“她好端端的回自己的娘家,却被牵累就这么死了,母亲她本该寿终正寝才对啊……”
云湘伺立在旁边,跟着抹眼泪,嘴上劝慰着。
楚南音和郭芙蕖姗姗来迟,云湘瞧见后,眼里的幸灾乐祸掩都掩不住。
不等郭芙蕖开口,楚韵就激动的站起来,开口便是质问:“表嫂,你们好狠的心啊,为何不等到我来为母亲扶灵!竟就那么随便将她给葬了?!”
“你们莫不是做贼心虚!”
一来就是一口大帽子扣下来,郭芙蕖可不惯着她,冷笑道:“等你来?报丧的消息传到表妹手里至今都已过两月。”
“也不知表妹与表妹夫在操持什么国家大事,连个回信儿的功夫都没有。”
“咱们国公府能怎么办,难不成一直摆着老太太的尸骨等着?”
“表妹你也知道国公府只是老太太的娘家啊,定北侯府你那大哥不管自己亲娘的死活,咱们这做娘家的帮忙操持丧事,倒操持出个问题了?”
“唉,也难怪今日我总梦到姑母,她夜夜骂你不孝顺呢。

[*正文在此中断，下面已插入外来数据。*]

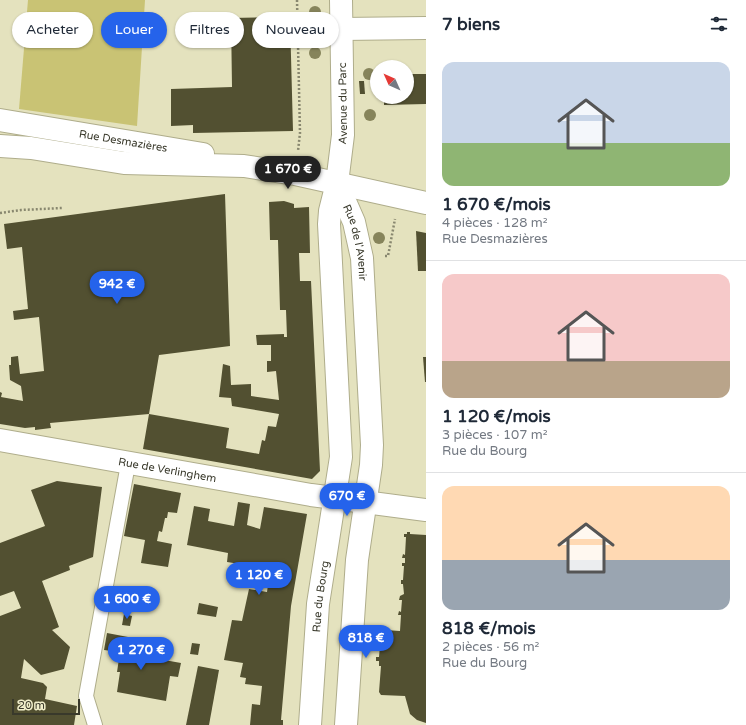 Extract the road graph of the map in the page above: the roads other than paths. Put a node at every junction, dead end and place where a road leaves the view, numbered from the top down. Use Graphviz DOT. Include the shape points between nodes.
graph roads {
  1 [pos="341,0"];
  2 [pos="426,28"];
  3 [pos="341,29"];
  4 [pos="0,120"];
  5 [pos="0,146"];
  6 [pos="244,166"];
  7 [pos="337,183"];
  8 [pos="426,203"];
  9 [pos="0,440"];
  10 [pos="128,464"];
  11 [pos="334,499"];
  12 [pos="365,502"];
  13 [pos="426,510"];
  14 [pos="95,725"];
  15 [pos="310,725"];
  16 [pos="346,725"];
  1 -- 3 [label="street, Avenue du Parc"];
  2 -- 3 [label="street"];
  3 -- 7 [label="street, Avenue du Parc" via="343,135"];
  4 -- 6 [label="street, Rue Desmazières" via="173,148"];
  5 -- 6 [label="street, Rue Desmazières" via="31,148 136,164"];
  6 -- 7 [label="street, Rue Desmazières"];
  7 -- 8 [label="street, Rue Desmazières"];
  7 -- 11 [label="street, Rue de l'Avenir" via="329,224 341,442"];
  7 -- 12 [label="street, Rue de l'Avenir" via="354,222 362,258 372,454"];
  9 -- 10 [label="street, Rue de Verlinghem"];
  10 -- 11 [label="street, Rue de Verlinghem"];
  10 -- 14 [label="lane" via="86,696"];
  11 -- 12 [label="street"];
  11 -- 15 [label="street, Rue du Bourg" via="318,610"];
  12 -- 13 [label="street"];
  12 -- 16 [label="street" via="356,568"];
}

”
楚韵脸色变幻不定,“你休要狡辩,母亲她好端端一个人,死在你们府中,你们必须给一个交代!还有我那苦命的女儿!她至今都不省人事,现在满京城都知道这事,你们要她以后如何嫁入!”
“谁愿娶个身体有疾的女子!”
楚南音笑道:“原来姑姑还记得自己的女儿啊,我还当是忘了呢。”
楚韵一开始没认出楚南音来,只觉得眼熟,却没细看。
这会儿定睛一瞧认出来了,楚韵脸色又是一变:“是你?!你怎会在这里?”还与郭芙蕖如此亲昵!
楚南音微笑:“没办法,祖母身故,儿女皆在,却无人送终,只能我这个断了亲的孙女帮忙操持。”
“好在表舅母大度宽容,多番帮衬,否则,我一个断了情的外嫁孙女,如何担得起这大事。”
楚韵的脸色顿时变了。
楚南音句句不带脏字,但骂的可脏极了!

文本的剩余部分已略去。